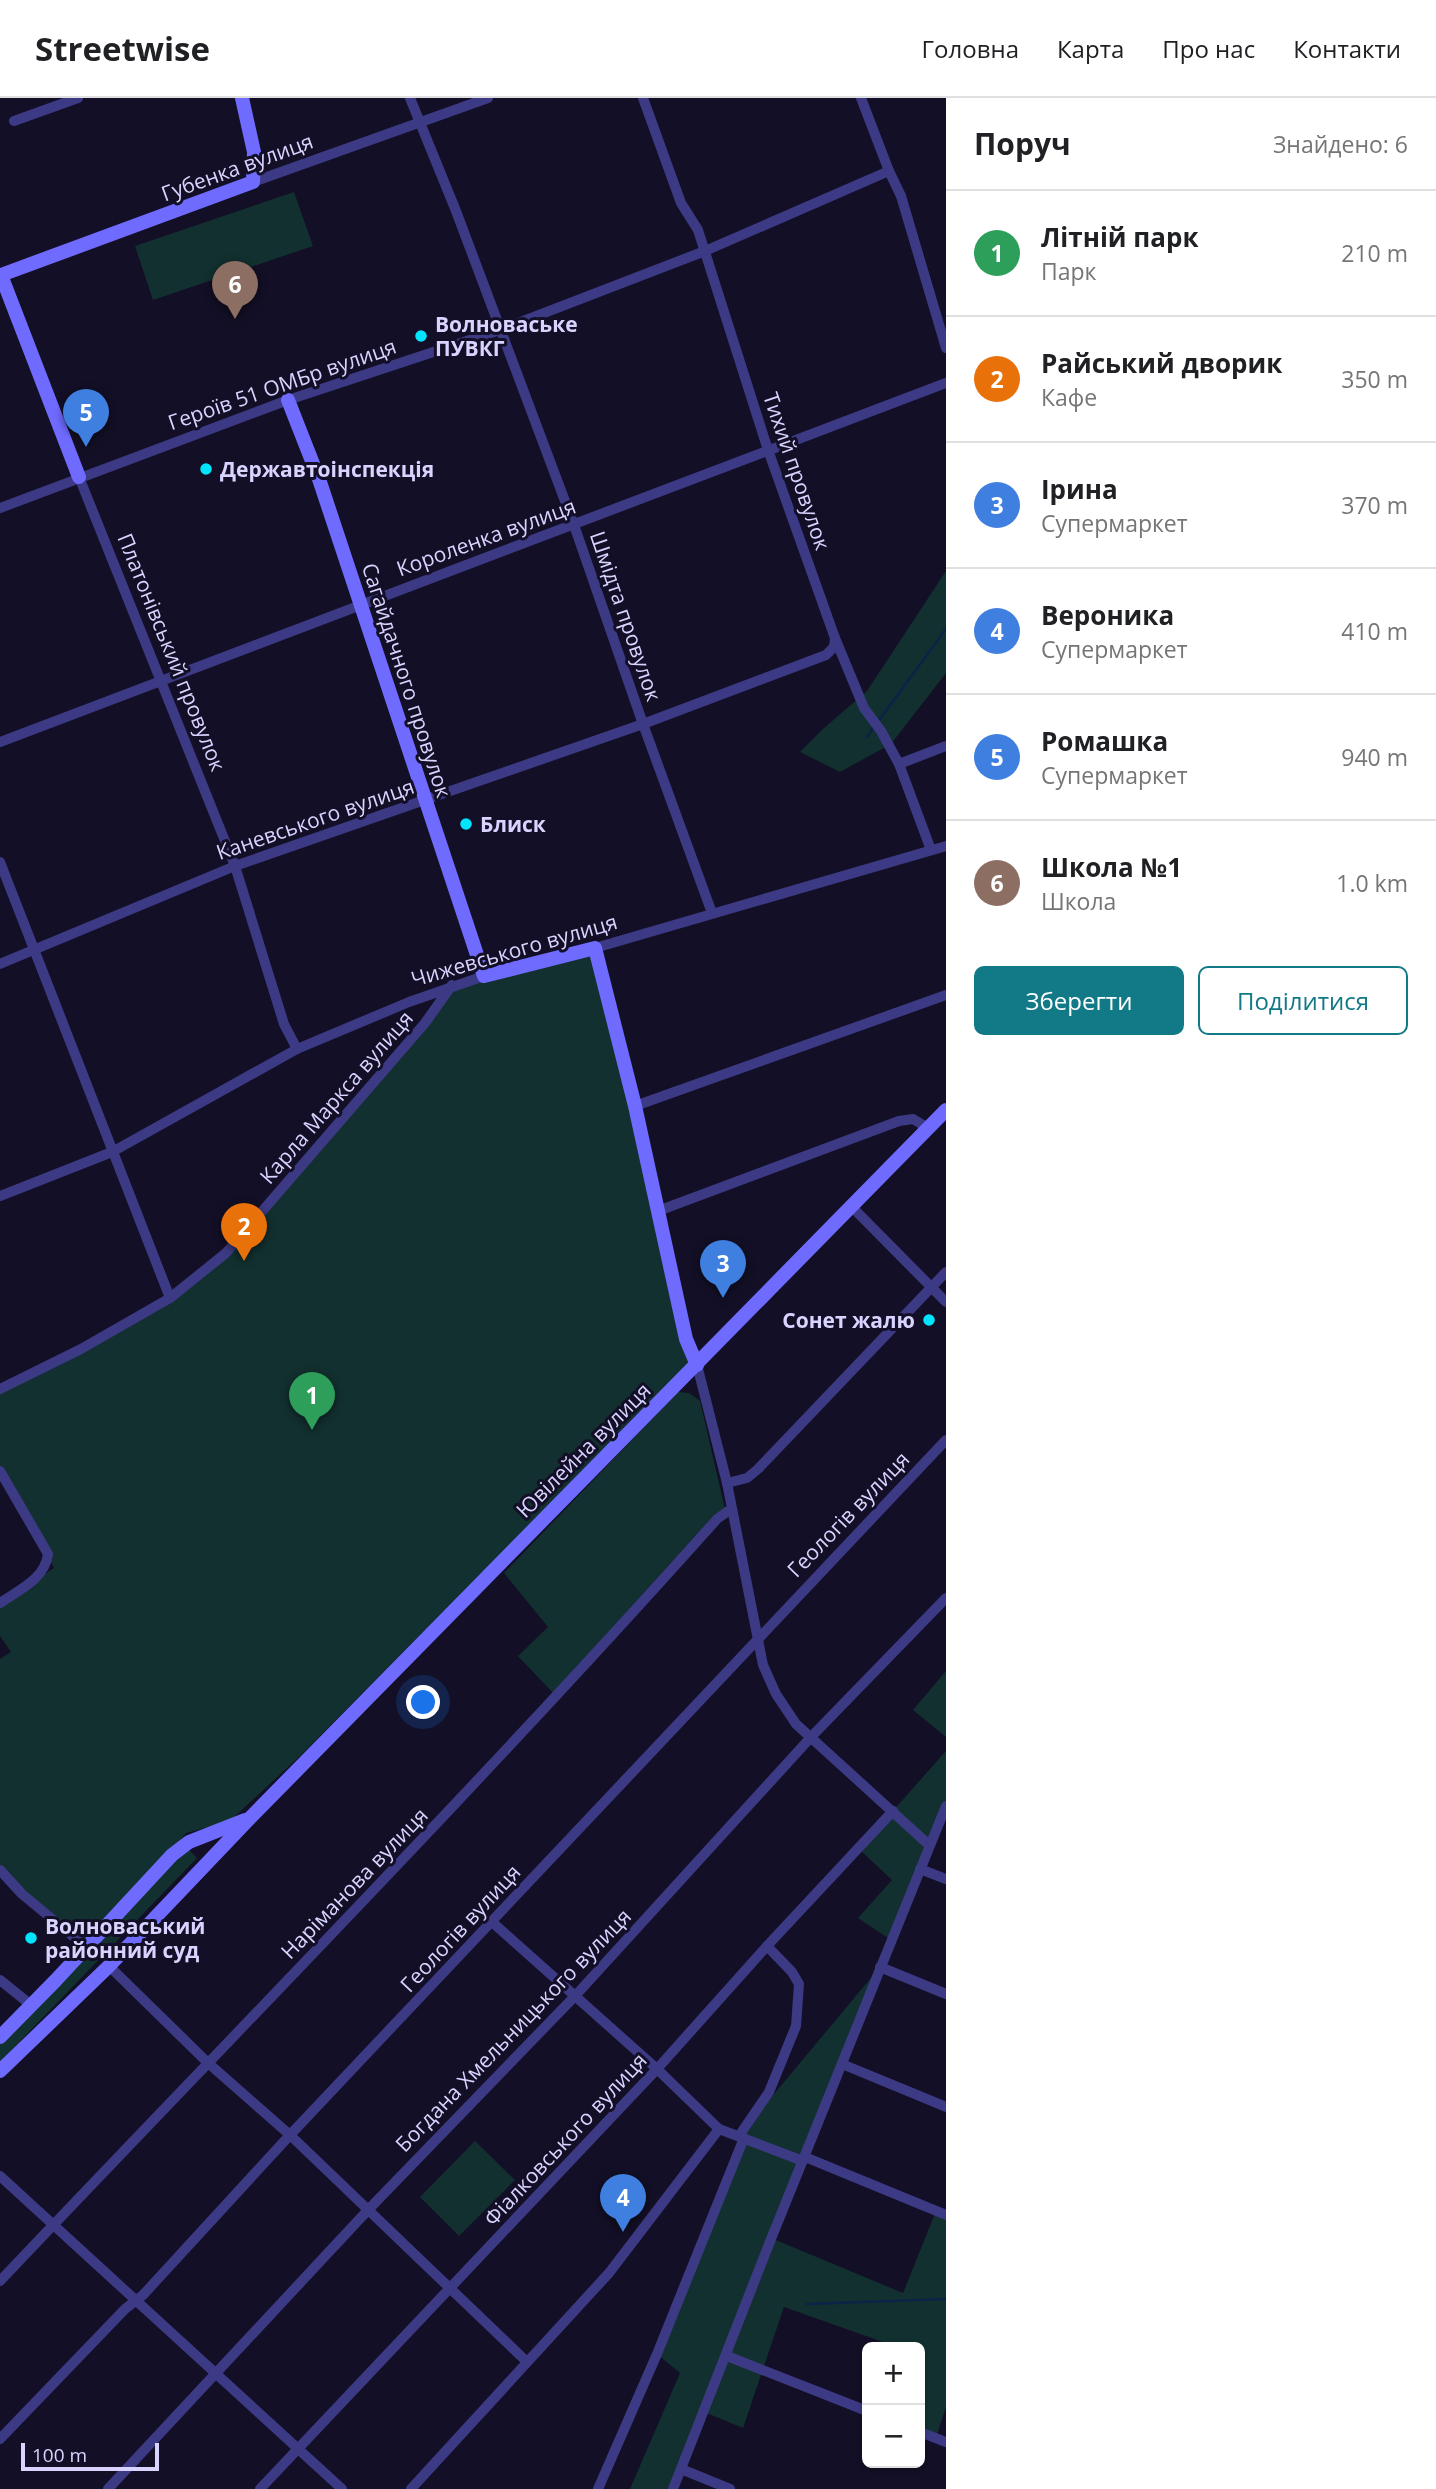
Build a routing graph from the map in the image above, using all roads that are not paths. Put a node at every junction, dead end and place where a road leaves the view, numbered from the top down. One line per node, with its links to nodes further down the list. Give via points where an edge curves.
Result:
1 (78, 98): 7 (street)
2 (242, 98): 10 (street, via 254,152)
3 (410, 98): 8 (street, Шмідта провулок)
4 (488, 98): 8 (street, Губенка вулиця)
5 (643, 98): 11 (street, Тихий провулок, via 681,203)
6 (861, 98): 9 (street)
7 (14, 121)
8 (420, 124): 10 (street, Губенка вулиця); 13 (street, Шмідта провулок)
9 (888, 171): 11 (street, Героїв 51 ОМБр вулиця); 14 (street, via 901,196)
10 (253, 182): 12 (street, Губенка вулиця)
11 (705, 251): 13 (street, Героїв 51 ОМБр вулиця); 17 (street, Тихий провулок)
12 (0, 274): 18 (street, Платонівський провулок)
13 (500, 330): 16 (street, Героїв 51 ОМБр вулиця); 20 (street, Шмідта провулок)
14 (946, 348)
15 (946, 383): 17 (street, Короленка вулиця)
16 (288, 400): 18 (street, Героїв 51 ОМБр вулиця); 21 (street, Сагайдачного провулок)
17 (768, 450): 20 (street, Короленка вулиця); 22 (street, Тихий провулок)
18 (79, 477): 19 (street, Героїв 51 ОМБр вулиця); 23 (street, Платонівський провулок)
19 (0, 508)
20 (574, 525): 21 (street, Короленка вулиця); 24 (street, Шмідта провулок)
21 (360, 604): 23 (street, Короленка вулиця); 28 (street, Сагайдачного провулок)
22 (835, 638): 24 (street, Каневського вулиця, via 834,647 825,655); 27 (street, Тихий провулок, via 864,708)
23 (161, 681): 25 (street, Короленка вулиця); 32 (street, Платонівський провулок)
24 (643, 724): 28 (street, Каневського вулиця); 33 (street, Шмідта провулок)
25 (0, 742)
26 (946, 746): 27 (street)
27 (899, 764): 30 (street, Тихий провулок)
28 (425, 801): 32 (street, Каневського вулиця); 37 (street, Сагайдачного провулок)
29 (946, 846): 30 (street, Чижевського вулиця)
30 (931, 850): 33 (street, Чижевського вулиця)
31 (0, 862): 35 (street)
32 (235, 866): 35 (street, Каневського вулиця); 40 (street, Платонівський провулок, via 284,1024)
33 (712, 913): 34 (street, Чижевського вулиця)
34 (595, 948): 37 (street, Чижевського вулиця); 41 (street)
35 (33, 949): 36 (street, Каневського вулиця); 44 (street)
36 (0, 964)
37 (484, 976): 38 (street, Чижевського вулиця)
38 (452, 985): 40 (street, Чижевського вулиця); 50 (street, Карла Маркса вулиця, via 425,1023 226,1252)
39 (946, 995): 41 (street)
40 (297, 1049): 44 (street, Чижевського вулиця)
41 (635, 1106): 47 (street)
42 (946, 1110): 43 (street, Ювілейна вулиця)
43 (928, 1128): 46 (street, Ювілейна вулиця); 47 (street, via 913,1119 899,1121)
44 (112, 1152): 45 (street, Чижевського вулиця); 50 (street)
45 (0, 1196)
46 (852, 1207): 49 (street); 52 (street, Ювілейна вулиця)
47 (658, 1211): 52 (street, via 686,1339)
48 (946, 1272): 49 (street)
49 (931, 1287): 51 (street); 56 (street, via 758,1469 747,1478)
50 (170, 1298): 53 (street, Карла Маркса вулиця)
51 (946, 1302)
52 (697, 1365): 56 (street); 64 (street, Ювілейна вулиця)
53 (0, 1389)
54 (946, 1440): 60 (street, Геологів вулиця)
55 (0, 1471): 59 (street, via 48,1554 40,1575)
56 (727, 1483): 57 (street)
57 (731, 1509): 60 (street); 81 (street, Наріманова вулиця, via 353,1914)
58 (946, 1598): 61 (street, Богдана Хмельницького вулиця)
59 (0, 1603)
60 (758, 1641): 61 (street, via 780,1702); 71 (street, Геологів вулиця)
61 (812, 1737): 63 (street); 78 (street, Богдана Хмельницького вулиця)
62 (946, 1806): 66 (street)
63 (893, 1811): 66 (street); 72 (street, Фіалковського вулиця)
64 (249, 1819): 65 (street, Ювілейна вулиця); 67 (street, Ювілейна вулиця)
65 (189, 1842): 67 (street, via 206,1846 209,1856); 73 (street, Ювілейна вулиця)
66 (929, 1845): 68 (street)
67 (204, 1867): 74 (street, Ювілейна вулиця)
68 (920, 1869): 70 (street); 75 (street)
69 (0, 1870): 73 (street)
70 (946, 1879)
71 (492, 1922): 78 (street); 87 (street, Геологів вулиця)
72 (767, 1946): 83 (street, Фіалковського вулиця); 88 (street, via 799,1984 796,2026 769,2092)
73 (86, 1948): 79 (street, Ювілейна вулиця)
74 (109, 1966): 81 (street); 84 (street, Ювілейна вулиця)
75 (880, 1967): 77 (street); 82 (street)
76 (0, 1980): 79 (street)
77 (946, 1994)
78 (576, 1995): 83 (street); 91 (street, Богдана Хмельницького вулиця)
79 (31, 2005): 80 (street, Ювілейна вулиця)
80 (0, 2037)
81 (208, 2062): 87 (street); 93 (street, Наріманова вулиця)
82 (842, 2064): 85 (street); 89 (street)
83 (657, 2068): 86 (street); 95 (street, Фіалковського вулиця)
84 (0, 2071)
85 (946, 2107)
86 (719, 2129): 88 (street); 98 (street, via 609,2273)
87 (290, 2136): 91 (street); 96 (street, Геологів вулиця)
88 (741, 2137): 89 (street); 110 (street, via 657,2354)
89 (804, 2159): 92 (street); 97 (street)
90 (0, 2176): 93 (street)
91 (368, 2210): 95 (street); 99 (street, Богдана Хмельницького вулиця)
92 (946, 2215)
93 (54, 2223): 94 (street, Наріманова вулиця); 96 (street)
94 (0, 2281)
95 (451, 2288): 98 (street); 104 (street, Фіалковського вулиця)
96 (137, 2300): 99 (street); 102 (street, Геологів вулиця)
97 (727, 2356): 100 (street); 105 (street)
98 (526, 2361): 109 (street)
99 (215, 2373): 104 (street); 106 (street, Богдана Хмельницького вулиця)
100 (862, 2409)
101 (925, 2434): 103 (street)
102 (0, 2439)
103 (946, 2442)
104 (297, 2450): 107 (street, Фіалковського вулиця); 108 (street)
105 (681, 2469): 111 (street); 112 (street)
106 (108, 2489)
107 (260, 2489)
108 (342, 2489)
109 (411, 2489)
110 (598, 2489)
111 (673, 2489)
112 (730, 2489)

:::

**WHAT TO PRODUCE**
When a line in the material above includes "Губенка", report that line by copying it.

**EXERCISE SOLUTION**
4 (488, 98): 8 (street, Губенка вулиця)
8 (420, 124): 10 (street, Губенка вулиця); 13 (street, Шмідта провулок)
10 (253, 182): 12 (street, Губенка вулиця)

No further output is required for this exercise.